Many of us fear the possibility of the United States running on a plutocratic system, in which the wealthy control and own the government because of their ability to buy off elected officials. The Citizens United Supreme Court case inflamed this fear by ruling the restriction of corporation and labor union contributions and expenditures for candidates as a violation of freedom of speech. I would like to address this wrongfully determined case with basic American ideals.
Justice Holmes gave rise to the term “marketplace of ideas,” which suggests that all speech is equalized naturally because consumer demand will consider what is important enough to publish or broadcast. Those who agree with the Citizens United decision would interpret this in their favor, by claiming that the government should not impose any restriction on campaign finances because – as Justice Holmes implied – the market will fix itself. They will say that both Democrats and Republicans have wealthy supporters, and that this will insure that the market remains balanced and no party subsists as favored over the other. However, this is not a partisan freedom of speech issue, but rather a class-based, economically disparate freedom of speech issue. I argue that the ruling limits political participation from less wealthy candidates because of the monopolization of this market.

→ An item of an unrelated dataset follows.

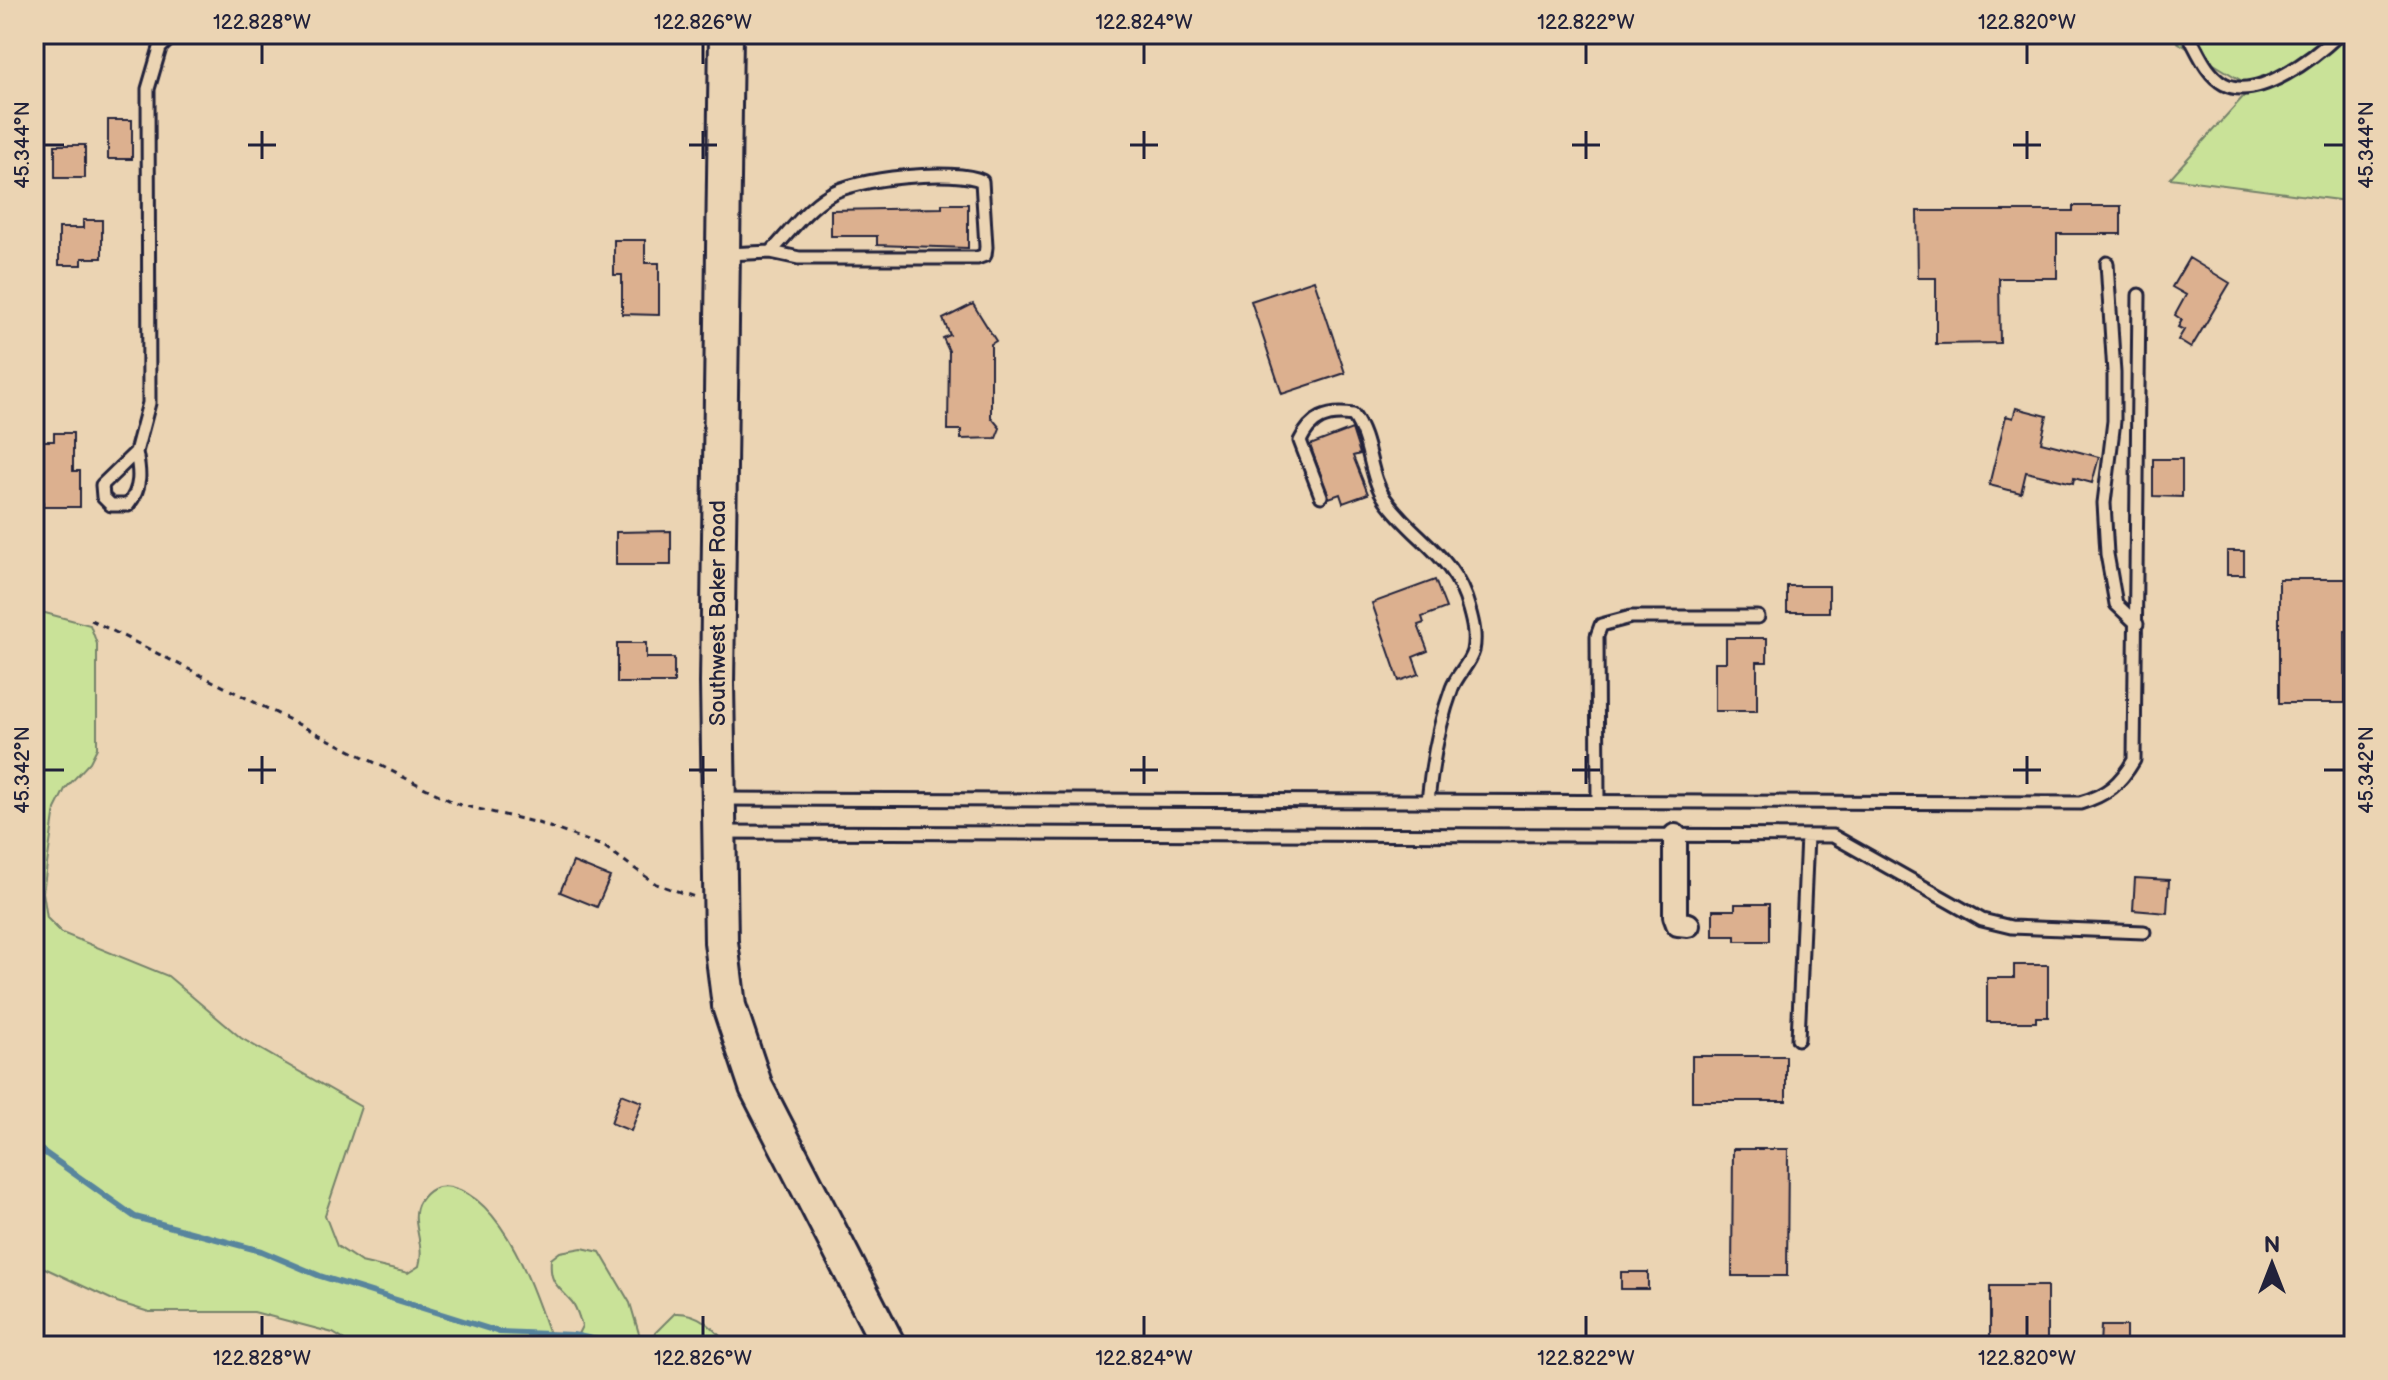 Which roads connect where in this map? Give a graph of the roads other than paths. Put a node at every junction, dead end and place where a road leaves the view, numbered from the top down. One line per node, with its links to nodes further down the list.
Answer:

Logically, the candidate with the most donations will have the more well-equipped machine to reach out to voters. There is a reason why candidates advertise, phone bank, canvass, and throw meet and greet parties: because it works. This system is set up so that the candidate with the most voter outreach develops as the candidate with the highest chance of winning. The exploitation of this market is a violation to the freedom of speech of the candidate with overwhelmingly less funds than the other. Corporation’s monetary capabilities of participating in the election marketplace of ideas should not influence how often they contribute to the market in relation to their not-so-privileged opponents.
I also believe that by corporations and labor unions having the right to use their treasure box for unlimited expenditures on behalf of their preferred candidate, they silence the less wealthy candidate who lacks a deep pocket because voters will only see their side over and over again. Not to mention, corporations only donate mass sums of money when they feel their interest will be pursued in policy, making them the newly elected official’s top priority constituents. This causes political agendas to become altered when there lies an influence in money, by causing democratic discussion to focus on issues of special interest to these political contributors and not focus on the common good of all citizens. This can be detrimental because often what the corporation asks for is only beneficial to them while the common people bear the cost. For example, Big Pharma, the NRA, and oil and gas companies, donate millions of dollars to candidates that would support their cause even if the causes are arguably detrimental to society. This is what a plutocracy looks like and both decisions moved our system closer to it. This practice silences the voice of ordinary people and shifts it to corporations. Plutocracies do not value the freedom of speech of the people, but rather the freedom of speech of the wealthy who help fund the system.